Отверженные, мы мчались вверх к глубинам глубин,
К неведомым, раскаленным добела звездам,
Не надеясь их в жизни достичь…
Лина Розе. Боже мой, Иоганн Вильгельм, дорогой!
Мёбиус.
Мы давно уже стали мумиями,
Покрытыми коростой нечистот.
Справа появляется старшая медсестра вместе с сестрой Моникой.
Старшая медсестра. Бог с вами, господин Мёбиус.
Мёбиус.
И на наших мертвых застывших рожах
Нет и тени воспоминания о живой дышащей Земле.
Он сидит неподвижно с застывшим, как маска, лицом между ножками перевернутого стола.
Лина Розе. Но дорогой мой Иоганн Вильгельм…
Мёбиус. Убирайтесь наконец на свои Марианские острова!
Мальчики. Папочка…
Мёбиус. Вон! И поскорее! На Марианские острова! (Встает с угрожающим видом.)
Семейство Розе в полном смятении.
Старшая медсестра. Пойдемте, госпожа Розе, и вы, мальчики, пойдемте, господин миссионер. Ему нужно успокоиться, вот и все.
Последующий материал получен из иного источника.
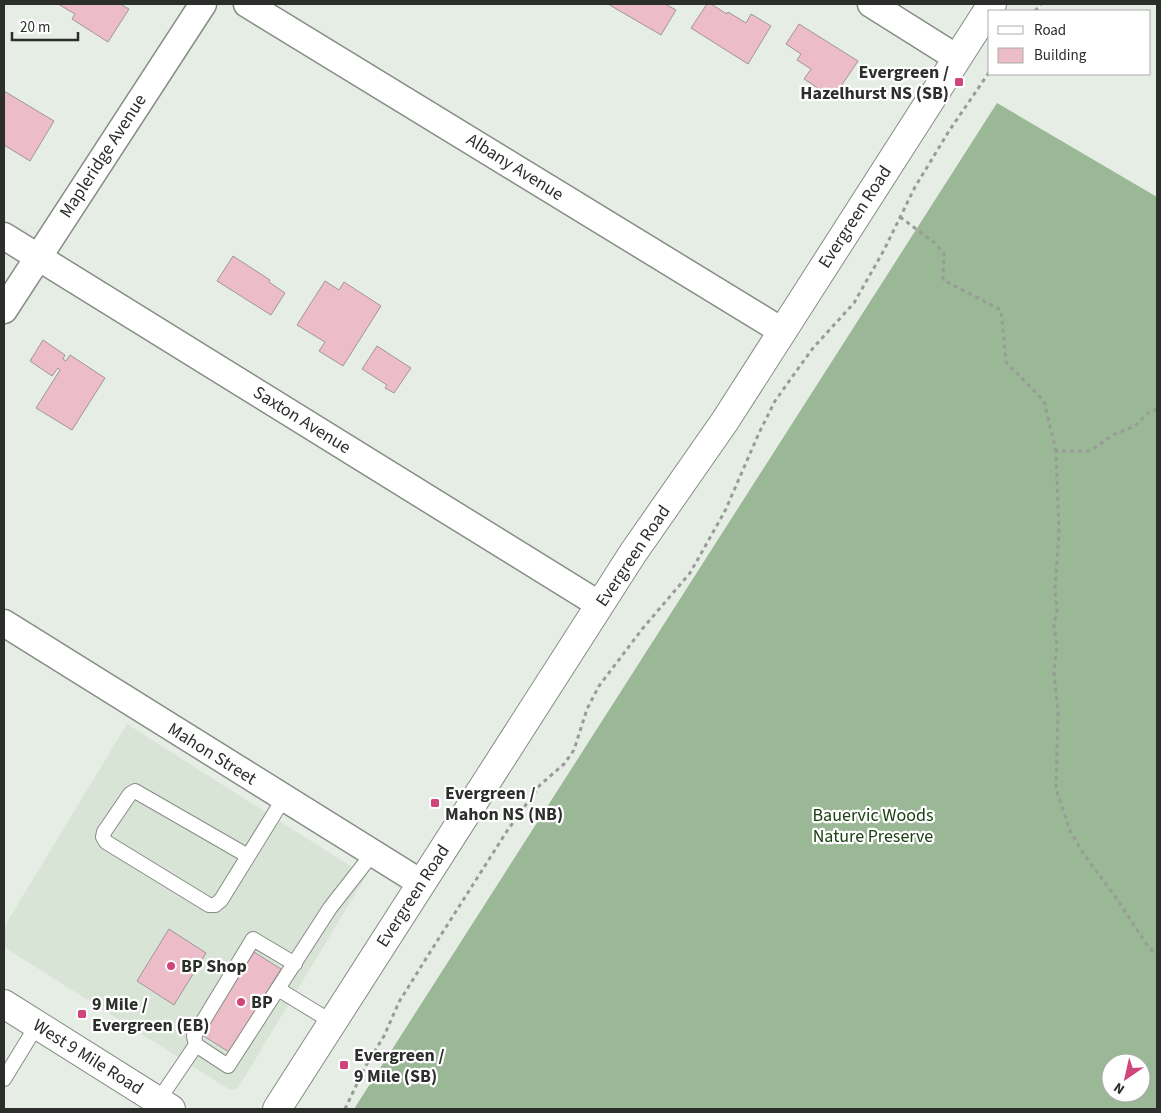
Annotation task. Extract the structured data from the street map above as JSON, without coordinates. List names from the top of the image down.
{
  "streets": {
    "main road": ["Evergreen Road", "West 9 Mile Road"],
    "street": [
      "Mapleridge Avenue",
      "Albany Avenue",
      "Saxton Avenue",
      "Mahon Street"
    ]
  },
  "crossings": [
    ["Mapleridge Avenue", "Saxton Avenue"],
    ["Albany Avenue", "Evergreen Road"],
    ["Evergreen Road", "Saxton Avenue"],
    ["Evergreen Road", "Mahon Street"]
  ],
  "parks": ["Bauervic Woods Nature Preserve"],
  "places": {
    "transit": [
      "Evergreen / Hazelhurst NS (SB)",
      "Evergreen / Mahon NS (NB)",
      "9 Mile / Evergreen (EB)",
      "Evergreen / 9 Mile (SB)"
    ],
    "other": ["BP Shop", "BP"]
  },
  "legend": ["Road", "Building"],
  "scale_bar": "20 m",
  "north": "bottom left"
}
Мёбиус. Вон! Убирайтесь все!
Старшая медсестра. Небольшой приступ. Сестра Моника побудет с ним и успокоит его. Всего лишь небольшой приступ.
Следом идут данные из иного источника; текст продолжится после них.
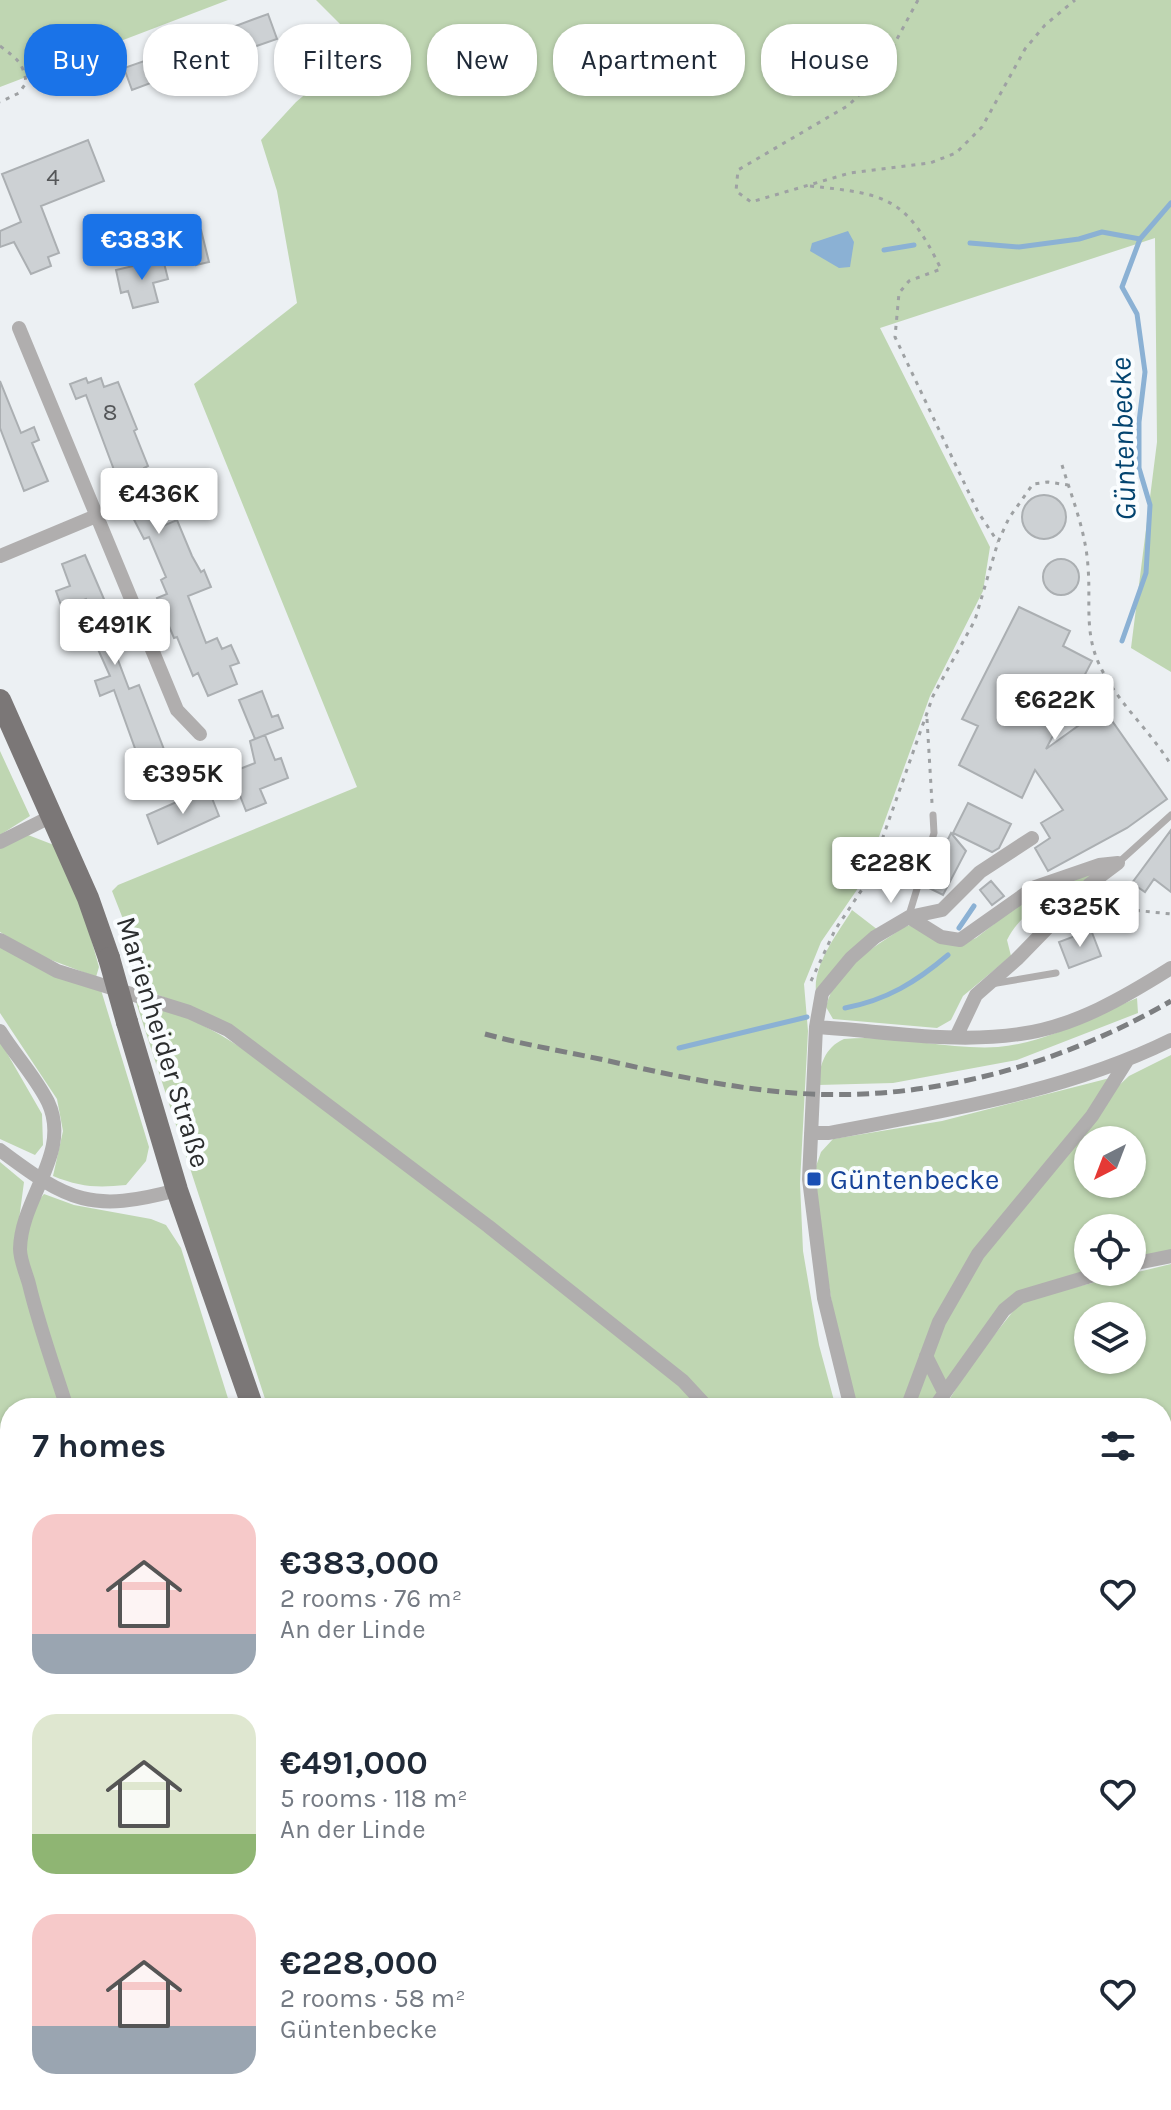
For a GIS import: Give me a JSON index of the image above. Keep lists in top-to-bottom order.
{
  "streets": {
    "main road": ["Marienheider Straße"]
  },
  "water": ["Güntenbecke"],
  "places": {
    "transit": ["Güntenbecke"]
  },
  "house_numbers": ["4", "8"],
  "north": "bottom left",
  "page": {
    "chip": [
      "Buy",
      "Rent",
      "Filters",
      "New",
      "Apartment",
      "House"
    ],
    "price": [
      "€383K",
      "€436K",
      "€491K",
      "€622K",
      "€395K",
      "€228K",
      "€325K"
    ],
    "heading": "7 homes",
    "list": [
      {
        "name": "€383,000",
        "note": "2 rooms · 76 m² · An der Linde"
      },
      {
        "name": "€491,000",
        "note": "5 rooms · 118 m² · An der Linde"
      },
      {
        "name": "€228,000",
        "note": "2 rooms · 58 m² · Güntenbecke"
      }
    ]
  }
}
Мёбиус. Выметайтесь же! И навсегда! На Тихий океан!
Йорг-Лукас. Прощай, папочка! Прощай!
Старшая медсестра уводит перепуганное, плачущее семейство в дверь справа.
Мёбиус (кричит им вслед). Не хочу вас больше видеть! Вы оскорбили царя Соломона! Будьте прокляты! Провалитесь вместе со своими островами в Марианский желоб на глубину в одиннадцать тысяч метров! И пропадите пропадом в самой черной дыре океана, забытые Богом и людьми!
Медсестра Моника. Мы с вами одни. Ваши родные вас уже не слышат.
Мёбиус удивленно сверлит взглядом Монику, наконец приходит в себя.
Мёбнус. Ах так, ну да, конечно. (Моника молчит. Он немного смущен.) Я и впрямь порядком вышел из себя?
Медсестра Моника. Да уж.
Мёбиус. Я не мог не сказать им правду.
Медсестра Моника. Видимо, так.
Мёбиус. И разволновался.
Медсестра Моника. Вы только делали вид.
Мёбиус. Вы видите меня насквозь?
Медсестра Моника. Но ведь вы уже два года на моем попечении.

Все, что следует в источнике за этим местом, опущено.